By Kevin Crowley
Sibanye Gold Ltd. fell in Johannesburg trading as safety stoppages meant the biggest miner of South African gold produced less of the precious metal than it could have in the first half of the year.
“If everything had gone right, we know that’s highly unlikely, there’s 1.4 tons (45,000 ounces) of additional gold that we could have produced had we not had the disruptions,” Chief Executive Officer Neal Froneman said in an interview. “That would have resulted in much better revenue and costs.”
Sibanye’s headline earnings rose more than sixfold to 1.1 billion rand ($78 million) in the six months to June 30, the Westonaria, South Africa-based company said in a statement Thursday. Sibanye increased its first-half dividend to 0.85 rand a share, or 36 percent of normalized profit, compared with 0.10 rand a year ago.
“The financial results look very good and probably are very good but I know we did not achieve our potential,” Froneman said in Johannesburg.

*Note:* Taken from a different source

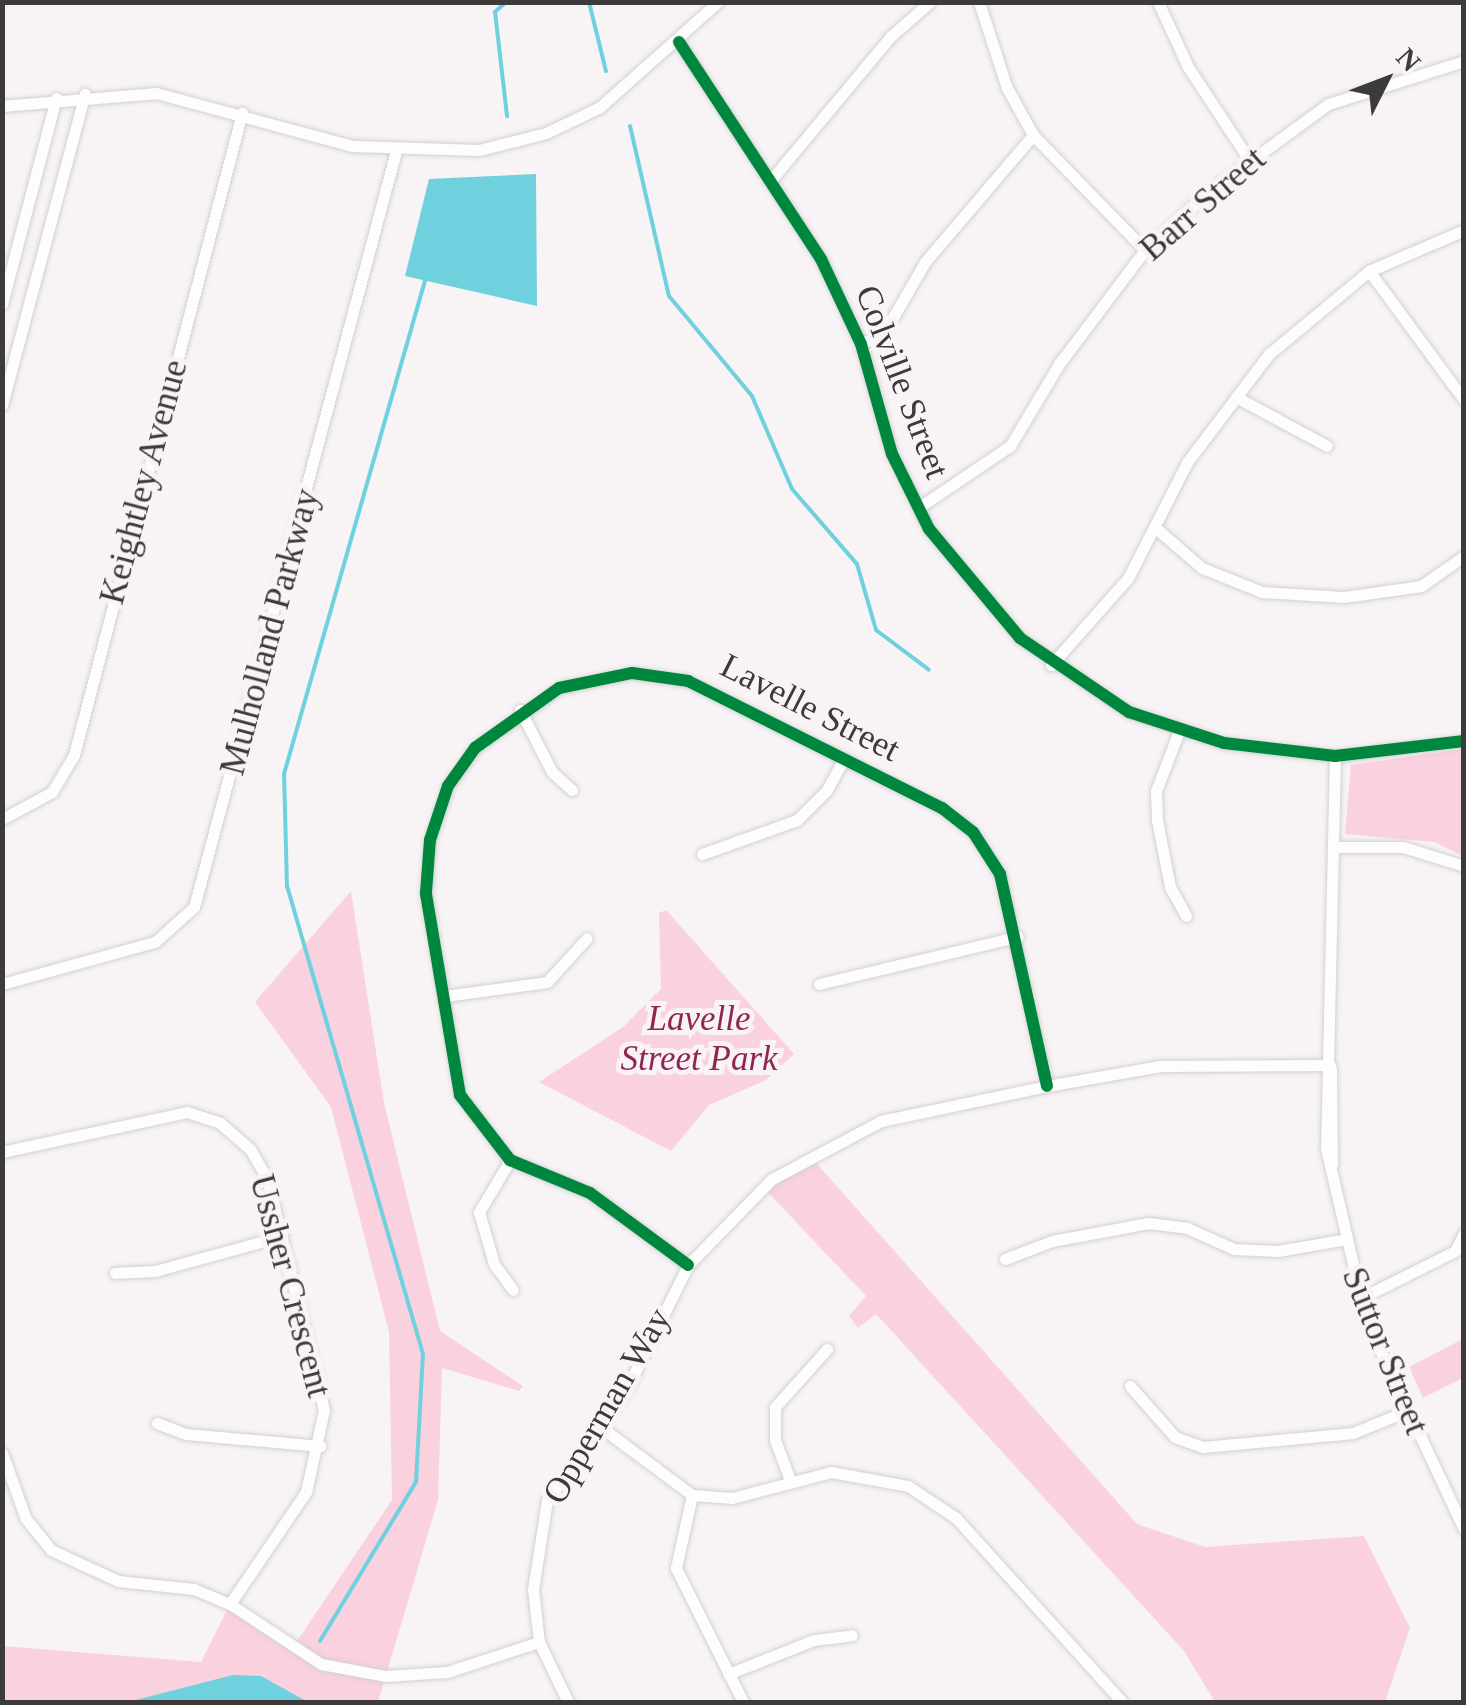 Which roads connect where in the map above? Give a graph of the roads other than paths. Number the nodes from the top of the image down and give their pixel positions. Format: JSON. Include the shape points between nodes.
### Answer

Still, the stock dropped as much as 12 percent, the most on a closing basis since the company was spun out of Gold Fields Ltd. in 2013, to 57.05 rand, and was 3.2 percent lower at 62.80 rand by 4:20 p.m. in Johannesburg. It has more than doubled this year as higher bullion prices and a weak rand boosted margins.
“The shares were building in too-high expectations for earnings,” said Wayne McCurrie who helps manage 40 billion rand at Momentum Wealth (Pty) Ltd. in South Africa. “You never get 100 percent performance in South Africa. There are always safety stoppages or electricity supply problems or some kind of disruption.”